• [THE PROBLEM]:
The word "KAPPA" marks the lines to find; copy every such line from the data below.

── DATA TO USE ──

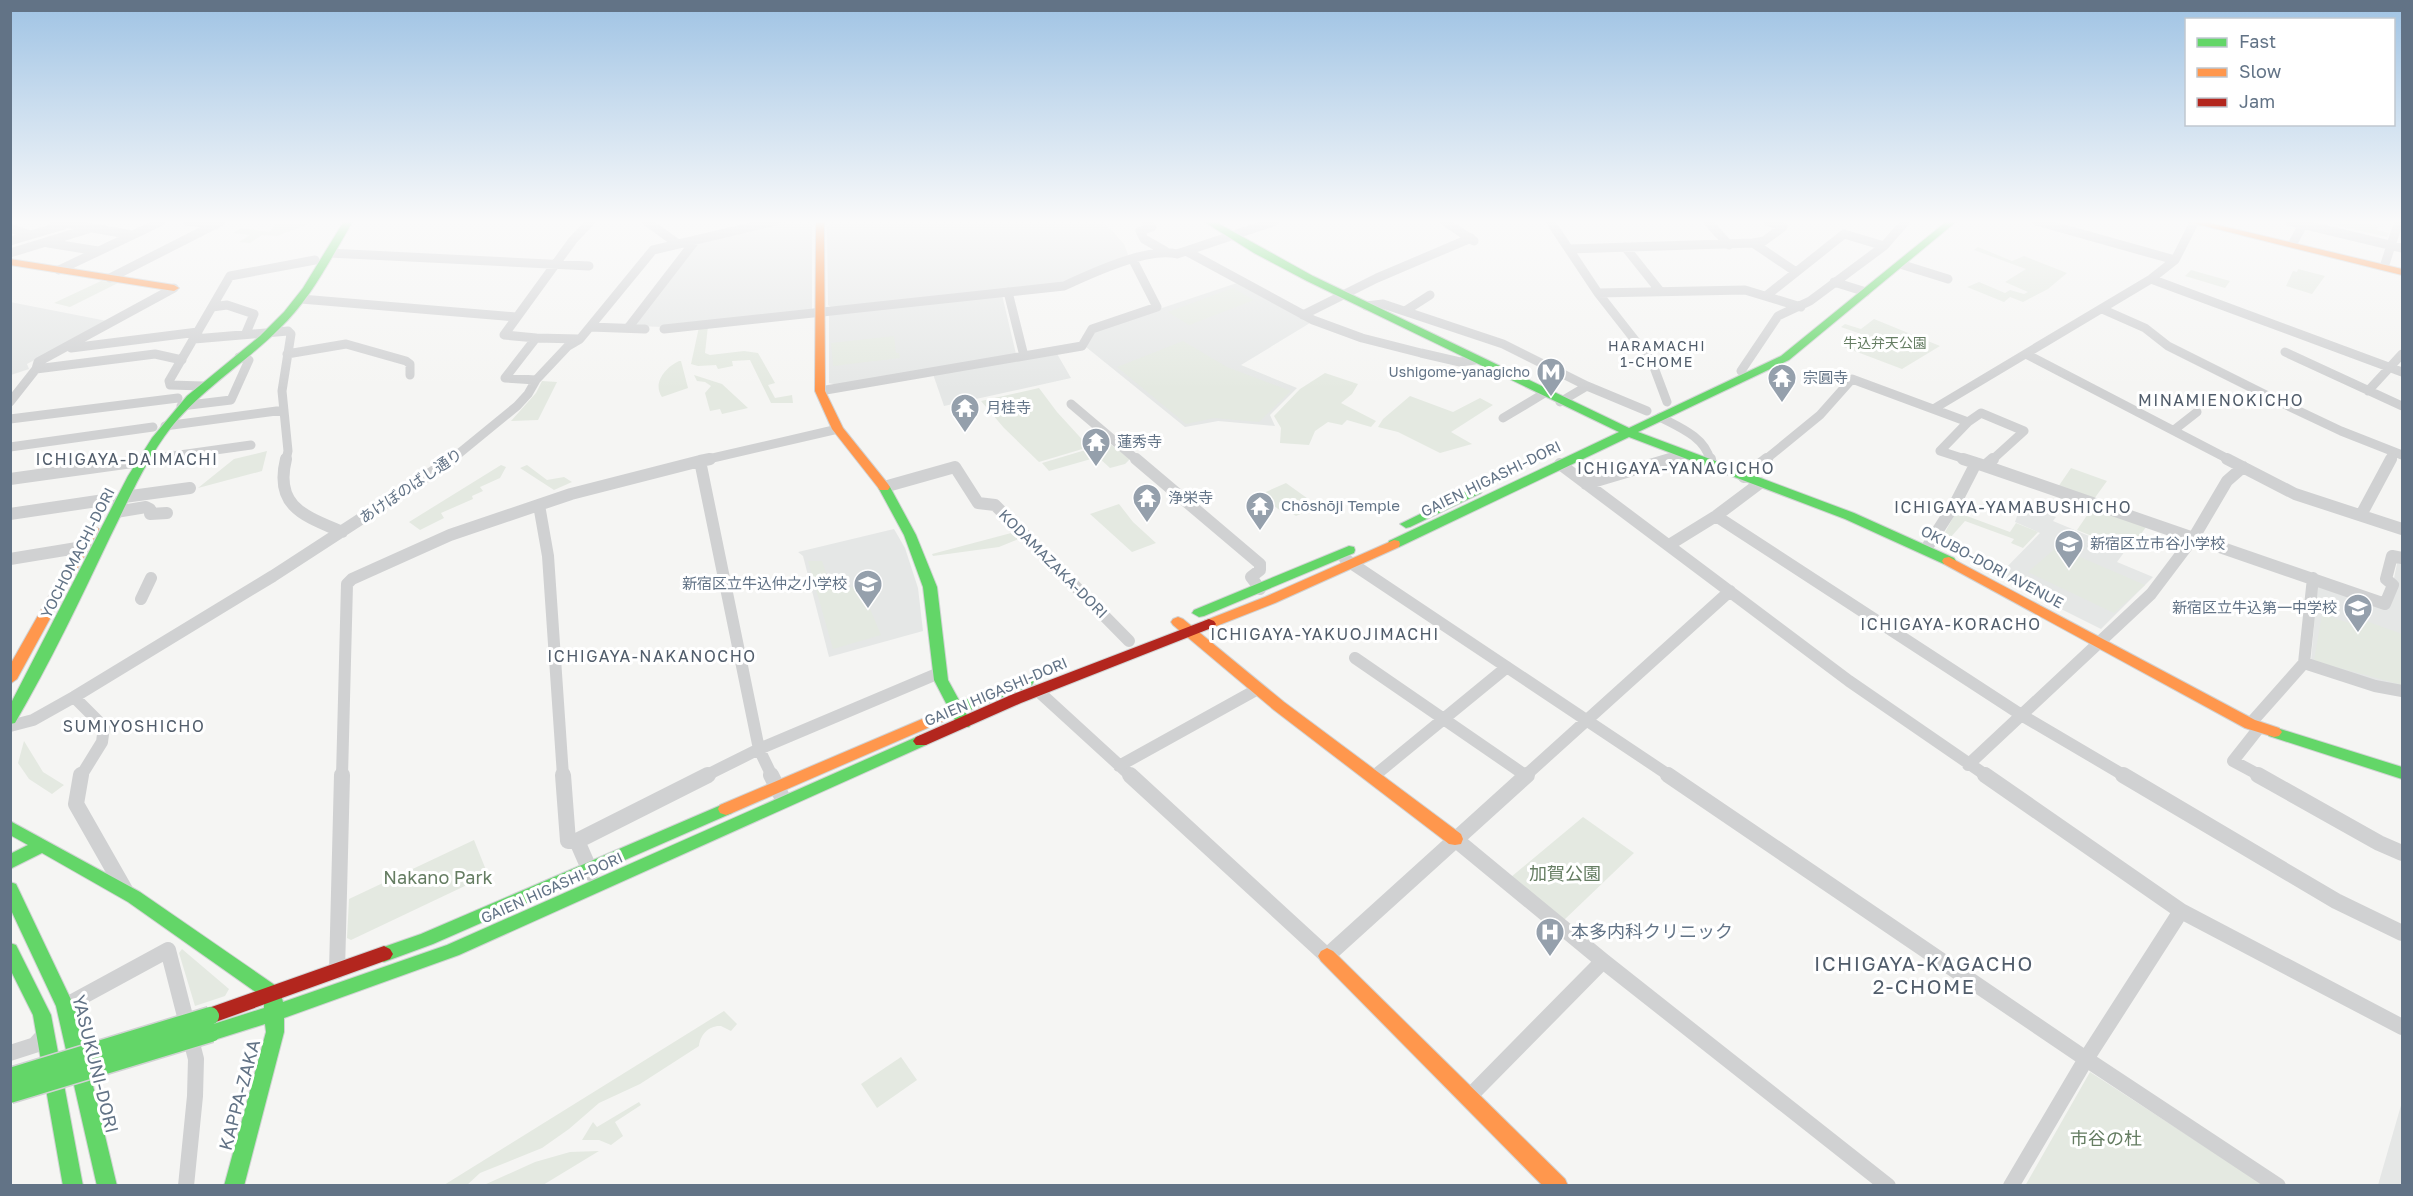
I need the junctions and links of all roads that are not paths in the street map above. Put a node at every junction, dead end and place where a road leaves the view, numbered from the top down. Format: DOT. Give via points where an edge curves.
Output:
graph roads {
  1 [pos="102,277"];
  2 [pos="230,277"];
  3 [pos="304,277"];
  4 [pos="314,277"];
  5 [pos="547,277"];
  6 [pos="631,277"];
  7 [pos="667,277"];
  8 [pos="820,277"];
  9 [pos="1083,277"];
  10 [pos="1141,277"];
  11 [pos="1233,277"];
  12 [pos="1310,277"];
  13 [pos="1385,277"];
  14 [pos="1587,277"];
  15 [pos="1649,277"];
  16 [pos="1790,277"];
  17 [pos="1841,277"];
  18 [pos="1884,277"];
  19 [pos="1941,277"];
  20 [pos="2154,277"];
  21 [pos="110,278"];
  22 [pos="1948,279"];
  23 [pos="2151,279"];
  24 [pos="1834,282"];
  25 [pos="174,288"];
  26 [pos="1660,291"];
  27 [pos="1008,292"];
  28 [pos="1866,292"];
  29 [pos="1598,293"];
  30 [pos="1344,294"];
  31 [pos="1430,296"];
  32 [pos="1766,296"];
  33 [pos="301,299"];
  34 [pos="1366,306"];
  35 [pos="212,307"];
  36 [pos="1801,307"];
  37 [pos="2102,309"];
  38 [pos="1405,311"];
  39 [pos="820,312"];
  40 [pos="1303,315"];
  41 [pos="516,317"];
  42 [pos="590,327"];
  43 [pos="628,328"];
  44 [pos="645,329"];
  45 [pos="664,329"];
  46 [pos="266,332"];
  47 [pos="246,333"];
  48 [pos="196,335"];
  49 [pos="536,338"];
  50 [pos="580,339"];
  51 [pos="63,349"];
  52 [pos="2284,352"];
  53 [pos="287,354"];
  54 [pos="2026,354"];
  55 [pos="2403,354"];
  56 [pos="1024,356"];
  57 [pos="239,357"];
  58 [pos="1785,358"];
  59 [pos="182,360"];
  60 [pos="1475,360"];
  61 [pos="2391,368"];
  62 [pos="36,369"];
  63 [pos="1741,371"];
  64 [pos="2403,372"];
  65 [pos="411,375"];
  66 [pos="536,380"];
  67 [pos="25,384"];
  68 [pos="10,386"];
  69 [pos="196,386"];
  70 [pos="1587,386"];
  71 [pos="820,391"];
  72 [pos="2368,391"];
  73 [pos="1543,394"];
  74 [pos="10,402"];
  75 [pos="180,402"];
  76 [pos="1560,402"];
  77 [pos="1666,402"];
  78 [pos="1071,404"];
  79 [pos="2403,406"];
  80 [pos="1935,408"];
  81 [pos="284,410"];
  82 [pos="1647,411"];
  83 [pos="2197,412"];
  84 [pos="1660,417"];
  85 [pos="1503,418"];
  86 [pos="10,419"];
  87 [pos="1968,422"];
  88 [pos="159,427"];
  89 [pos="1613,427"];
  90 [pos="838,429"];
  91 [pos="2174,430"];
  92 [pos="1627,433"];
  93 [pos="251,445"];
  94 [pos="10,447"];
  95 [pos="2398,454"];
  96 [pos="1682,455"];
  97 [pos="138,461"];
  98 [pos="700,461"];
  99 [pos="1560,464"];
  100 [pos="1981,464"];
  101 [pos="1711,466"];
  102 [pos="2243,467"];
  103 [pos="1744,477"];
  104 [pos="10,478"];
  105 [pos="1760,483"];
  106 [pos="1586,484"];
  107 [pos="884,487"];
  108 [pos="190,488"];
  109 [pos="117,503"];
  110 [pos="539,505"];
  111 [pos="166,513"];
  112 [pos="10,514"];
  113 [pos="2361,515"];
  114 [pos="1716,516"];
  115 [pos="2403,529"];
  116 [pos="342,532"];
  117 [pos="2194,537"];
  118 [pos="1669,545"];
  119 [pos="83,547"];
  120 [pos="1926,549"];
  121 [pos="1339,555"];
  122 [pos="2403,558"];
  123 [pos="10,559"];
  124 [pos="1352,564"];
  125 [pos="151,578"];
  126 [pos="2313,578"];
  127 [pos="1260,589"];
  128 [pos="1730,591"];
  129 [pos="141,598"];
  130 [pos="1178,622"];
  131 [pos="1189,632"];
  132 [pos="1129,641"];
  133 [pos="2099,644"];
  134 [pos="1355,658"];
  135 [pos="2304,663"];
  136 [pos="1507,667"];
  137 [pos="939,673"];
  138 [pos="11,679"];
  139 [pos="1037,690"];
  140 [pos="1256,690"];
  141 [pos="2403,691"];
  142 [pos="74,697"];
  143 [pos="955,710"];
  144 [pos="2023,716"];
  145 [pos="10,719"];
  146 [pos="1443,719"];
  147 [pos="1586,719"];
  148 [pos="964,723"];
  149 [pos="10,726"];
  150 [pos="2254,726"];
  151 [pos="759,749"];
  152 [pos="1968,765"];
  153 [pos="1119,766"];
  154 [pos="2403,773"];
  155 [pos="1525,775"];
  156 [pos="1374,776"];
  157 [pos="777,788"];
  158 [pos="785,804"];
  159 [pos="10,827"];
  160 [pos="1455,839"];
  161 [pos="577,841"];
  162 [pos="42,845"];
  163 [pos="2403,853"];
  164 [pos="10,862"];
  165 [pos="589,870"];
  166 [pos="597,886"];
  167 [pos="10,889"];
  168 [pos="127,893"];
  169 [pos="2181,911"];
  170 [pos="2403,933"];
  171 [pos="190,934"];
  172 [pos="10,950"];
  173 [pos="168,950"];
  174 [pos="1327,956"];
  175 [pos="1603,961"];
  176 [pos="337,971"];
  177 [pos="273,994"];
  178 [pos="65,1006"];
  179 [pos="276,1012"];
  180 [pos="2403,1027"];
  181 [pos="46,1033"];
  182 [pos="10,1053"];
  183 [pos="2086,1059"];
  184 [pos="10,1077"];
  185 [pos="10,1094"];
  186 [pos="1469,1097"];
  187 [pos="73,1185"];
  188 [pos="107,1185"];
  189 [pos="186,1185"];
  190 [pos="234,1185"];
  191 [pos="1558,1185"];
  192 [pos="1887,1185"];
  193 [pos="2011,1185"];
  194 [pos="2278,1185"];
  1 -- 21 [label="main road"];
  2 -- 35 [label="street"];
  3 -- 46 [label="main road, YOCHOMACHI-DORI"];
  4 -- 33 [label="main road, YOCHOMACHI-DORI"];
  5 -- 41 [label="street"];
  6 -- 42 [label="street, あけぼのばし通り"];
  7 -- 43 [label="street"];
  8 -- 39 [label="main road"];
  9 -- 27 [label="street" via="1064,285"];
  10 -- 56 [label="street" via="1156,307 1092,329 1082,346"];
  11 -- 40 [label="street"];
  12 -- 30 [label="main road, OKUBO-DORI AVENUE"];
  13 -- 30 [label="street"];
  14 -- 29 [label="street"];
  15 -- 26 [label="street"];
  16 -- 32 [label="street"];
  17 -- 24 [label="street"];
  18 -- 28 [label="main road, GAIEN HIGASHI-DORI"];
  19 -- 22 [label="street"];
  20 -- 23 [label="street"];
  21 -- 25 [label="main road"];
  23 -- 37 [label="street"];
  23 -- 61 [label="street"];
  24 -- 28 [label="street"];
  24 -- 36 [label="street"];
  25 -- 51 [label="street"];
  26 -- 29 [label="street"];
  26 -- 32 [label="street" via="1745,290"];
  27 -- 39 [label="street"];
  27 -- 56 [label="street"];
  28 -- 58 [label="main road, GAIEN HIGASHI-DORI"];
  29 -- 77 [label="street" via="1652,362"];
  30 -- 34 [label="main road, OKUBO-DORI AVENUE"];
  30 -- 40 [label="street"];
  31 -- 38 [label="street"];
  32 -- 36 [label="street"];
  33 -- 41 [label="street"];
  33 -- 46 [label="main road, YOCHOMACHI-DORI"];
  34 -- 38 [label="street" via="1383,304"];
  34 -- 60 [label="main road, OKUBO-DORI AVENUE"];
  35 -- 47 [label="street" via="227,305 254,314"];
  35 -- 48 [label="street"];
  36 -- 63 [label="street" via="1772,322"];
  37 -- 54 [label="street"];
  37 -- 95 [label="street" via="2145,328 2168,346 2282,403"];
  38 -- 70 [label="street" via="1503,344"];
  39 -- 45 [label="street"];
  39 -- 71 [label="main road"];
  40 -- 60 [label="street" via="1392,346 1460,363"];
  41 -- 49 [label="street" via="504,335"];
  42 -- 43 [label="street"];
  42 -- 50 [label="street, あけぼのばし通り"];
  43 -- 44 [label="street"];
  46 -- 47 [label="street"];
  46 -- 53 [label="street" via="291,334"];
  46 -- 57 [label="main road, YOCHOMACHI-DORI"];
  46 -- 69 [label="main road, YOCHOMACHI-DORI"];
  47 -- 48 [label="street"];
  48 -- 51 [label="street"];
  48 -- 59 [label="street"];
  49 -- 50 [label="street"];
  49 -- 66 [label="street" via="505,378"];
  50 -- 66 [label="street, あけぼのばし通り" via="568,346"];
  51 -- 62 [label="street" via="38,362"];
  52 -- 72 [label="street"];
  53 -- 65 [label="street" via="346,344 406,361"];
  53 -- 81 [label="street"];
  54 -- 80 [label="street"];
  54 -- 91 [label="street"];
  55 -- 61 [label="street"];
  56 -- 71 [label="street"];
  57 -- 69 [label="main road, YOCHOMACHI-DORI"];
  57 -- 75 [label="street" via="249,360 231,400"];
  58 -- 63 [label="main road, GAIEN HIGASHI-DORI"];
  58 -- 84 [label="main road, GAIEN HIGASHI-DORI"];
  59 -- 62 [label="street" via="155,354"];
  59 -- 69 [label="street" via="169,381 171,385"];
  60 -- 73 [label="main road, OKUBO-DORI AVENUE"];
  61 -- 64 [label="street"];
  61 -- 72 [label="street"];
  62 -- 67 [label="street"];
  63 -- 77 [label="main road, GAIEN HIGASHI-DORI"];
  66 -- 116 [label="street, あけぼのばし通り" via="517,406 467,449"];
  67 -- 68 [label="street"];
  67 -- 74 [label="street"];
  69 -- 75 [label="main road, YOCHOMACHI-DORI"];
  70 -- 76 [label="street"];
  70 -- 82 [label="street"];
  71 -- 90 [label="main road"];
  72 -- 79 [label="street"];
  73 -- 76 [label="main road, OKUBO-DORI AVENUE"];
  73 -- 85 [label="street"];
  75 -- 86 [label="street"];
  75 -- 88 [label="main road, YOCHOMACHI-DORI"];
  76 -- 89 [label="main road, OKUBO-DORI AVENUE"];
  77 -- 82 [label="main road, GAIEN HIGASHI-DORI"];
  78 -- 127 [label="street" via="1260,564 1260,570 1251,577"];
  80 -- 87 [label="street"];
  80 -- 103 [label="street" via="1850,378 1820,415"];
  81 -- 88 [label="street"];
  81 -- 116 [label="street" via="288,451 282,476 287,495 299,513"];
  82 -- 89 [label="main road, GAIEN HIGASHI-DORI"];
  83 -- 91 [label="street"];
  84 -- 92 [label="main road, GAIEN HIGASHI-DORI"];
  84 -- 101 [label="street" via="1692,434 1708,451"];
  87 -- 100 [label="street" via="1940,451"];
  87 -- 100 [label="street" via="1981,412 2024,431"];
  88 -- 94 [label="street"];
  88 -- 97 [label="main road, YOCHOMACHI-DORI"];
  89 -- 92 [label="main road, OKUBO-DORI AVENUE"];
  89 -- 121 [label="main road, GAIEN HIGASHI-DORI"];
  90 -- 98 [label="street"];
  90 -- 107 [label="main road"];
  91 -- 102 [label="street"];
  92 -- 96 [label="main road, OKUBO-DORI AVENUE"];
  92 -- 99 [label="main road, GAIEN HIGASHI-DORI"];
  93 -- 97 [label="street"];
  95 -- 113 [label="street"];
  96 -- 101 [label="main road, OKUBO-DORI AVENUE"];
  96 -- 106 [label="street"];
  97 -- 104 [label="street"];
  97 -- 109 [label="main road, YOCHOMACHI-DORI"];
  98 -- 110 [label="street" via="604,484"];
  98 -- 151 [label="street"];
  99 -- 106 [label="street"];
  99 -- 124 [label="main road, GAIEN HIGASHI-DORI"];
  100 -- 117 [label="street"];
  100 -- 120 [label="street"];
  101 -- 103 [label="main road, OKUBO-DORI AVENUE"];
  102 -- 113 [label="street" via="2295,494"];
  102 -- 117 [label="street" via="2227,481"];
  103 -- 105 [label="main road, OKUBO-DORI AVENUE"];
  105 -- 114 [label="street"];
  105 -- 120 [label="main road, OKUBO-DORI AVENUE"];
  106 -- 118 [label="street"];
  107 -- 132 [label="street, KODAMAZAKA-DORI" via="955,467 978,503 995,504"];
  107 -- 137 [label="main road" via="910,535 930,587"];
  108 -- 109 [label="street"];
  109 -- 111 [label="street" via="146,507 150,514"];
  109 -- 112 [label="street"];
  109 -- 119 [label="main road, YOCHOMACHI-DORI"];
  109 -- 145 [label="main road, YOCHOMACHI-DORI" via="78,590"];
  110 -- 161 [label="street" via="548,556 568,841"];
  110 -- 176 [label="street" via="450,536 347,584"];
  113 -- 115 [label="street"];
  114 -- 118 [label="street"];
  114 -- 144 [label="street"];
  116 -- 142 [label="street, あけぼのばし通り"];
  117 -- 126 [label="street"];
  117 -- 133 [label="street" via="2151,594"];
  118 -- 128 [label="street"];
  119 -- 123 [label="street"];
  119 -- 138 [label="main road, YOCHOMACHI-DORI"];
  120 -- 133 [label="main road, OKUBO-DORI AVENUE"];
  121 -- 124 [label="street"];
  121 -- 127 [label="main road, GAIEN HIGASHI-DORI"];
  122 -- 126 [label="street" via="2392,556 2386,579 2393,585 2385,604"];
  124 -- 131 [label="main road, GAIEN HIGASHI-DORI"];
  124 -- 136 [label="street"];
  125 -- 129 [label="street"];
  126 -- 135 [label="street"];
  127 -- 130 [label="main road, GAIEN HIGASHI-DORI"];
  128 -- 147 [label="street"];
  128 -- 152 [label="street"];
  130 -- 131 [label="main road"];
  130 -- 132 [label="main road, GAIEN HIGASHI-DORI"];
  131 -- 139 [label="main road, GAIEN HIGASHI-DORI"];
  131 -- 140 [label="main road"];
  132 -- 143 [label="main road, GAIEN HIGASHI-DORI"];
  133 -- 144 [label="street"];
  133 -- 150 [label="main road, OKUBO-DORI AVENUE"];
  134 -- 146 [label="street"];
  135 -- 141 [label="street"];
  135 -- 150 [label="street"];
  136 -- 146 [label="street"];
  136 -- 147 [label="street"];
  137 -- 143 [label="main road"];
  137 -- 151 [label="street"];
  139 -- 148 [label="main road, GAIEN HIGASHI-DORI"];
  139 -- 153 [label="street"];
  140 -- 153 [label="street"];
  140 -- 156 [label="main road"];
  142 -- 149 [label="street, あけぼのばし通り" via="33,720"];
  142 -- 168 [label="street" via="104,727 102,742 82,772 76,804"];
  143 -- 148 [label="main road"];
  143 -- 157 [label="main road, GAIEN HIGASHI-DORI"];
  144 -- 152 [label="street"];
  144 -- 170 [label="street" via="2328,897"];
  146 -- 155 [label="street"];
  146 -- 156 [label="street"];
  147 -- 155 [label="street"];
  147 -- 183 [label="street"];
  148 -- 158 [label="main road, GAIEN HIGASHI-DORI"];
  150 -- 154 [label="main road, OKUBO-DORI AVENUE"];
  150 -- 163 [label="street" via="2232,761"];
  151 -- 157 [label="street"];
  151 -- 161 [label="street"];
  152 -- 169 [label="street"];
  153 -- 174 [label="street"];
  155 -- 160 [label="street"];
  156 -- 160 [label="main road"];
  157 -- 158 [label="street"];
  157 -- 165 [label="main road, GAIEN HIGASHI-DORI"];
  158 -- 166 [label="main road, GAIEN HIGASHI-DORI"];
  159 -- 162 [label="main road"];
  160 -- 174 [label="street"];
  160 -- 175 [label="street"];
  161 -- 165 [label="street"];
  162 -- 164 [label="main road"];
  162 -- 168 [label="main road"];
  165 -- 166 [label="street"];
  165 -- 176 [label="main road, GAIEN HIGASHI-DORI" via="427,939"];
  166 -- 179 [label="main road, GAIEN HIGASHI-DORI" via="453,950"];
  167 -- 178 [label="main road, YASUKUNI-DORI"];
  168 -- 171 [label="main road"];
  169 -- 180 [label="street"];
  169 -- 183 [label="street"];
  171 -- 173 [label="street"];
  171 -- 177 [label="main road"];
  172 -- 181 [label="main road" via="42,1015"];
  173 -- 178 [label="street"];
  173 -- 189 [label="street" via="196,1059"];
  174 -- 186 [label="main road"];
  175 -- 186 [label="street"];
  175 -- 192 [label="street"];
  176 -- 177 [label="main road, GAIEN HIGASHI-DORI"];
  177 -- 179 [label="main road, KAPPA-ZAKA"];
  177 -- 184 [label="main road, GAIEN HIGASHI-DORI, bridge"];
  178 -- 188 [label="main road, YASUKUNI-DORI"];
  179 -- 185 [label="main road, GAIEN HIGASHI-DORI, bridge"];
  179 -- 190 [label="main road, KAPPA-ZAKA" via="275,1032"];
  181 -- 182 [label="street" via="35,1046"];
  181 -- 187 [label="main road"];
  183 -- 193 [label="street"];
  183 -- 194 [label="street"];
  186 -- 191 [label="main road"];
}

───

• [RESULT OF THIS EXERCISE]:
  177 -- 179 [label="main road, KAPPA-ZAKA"];
  179 -- 190 [label="main road, KAPPA-ZAKA" via="275,1032"];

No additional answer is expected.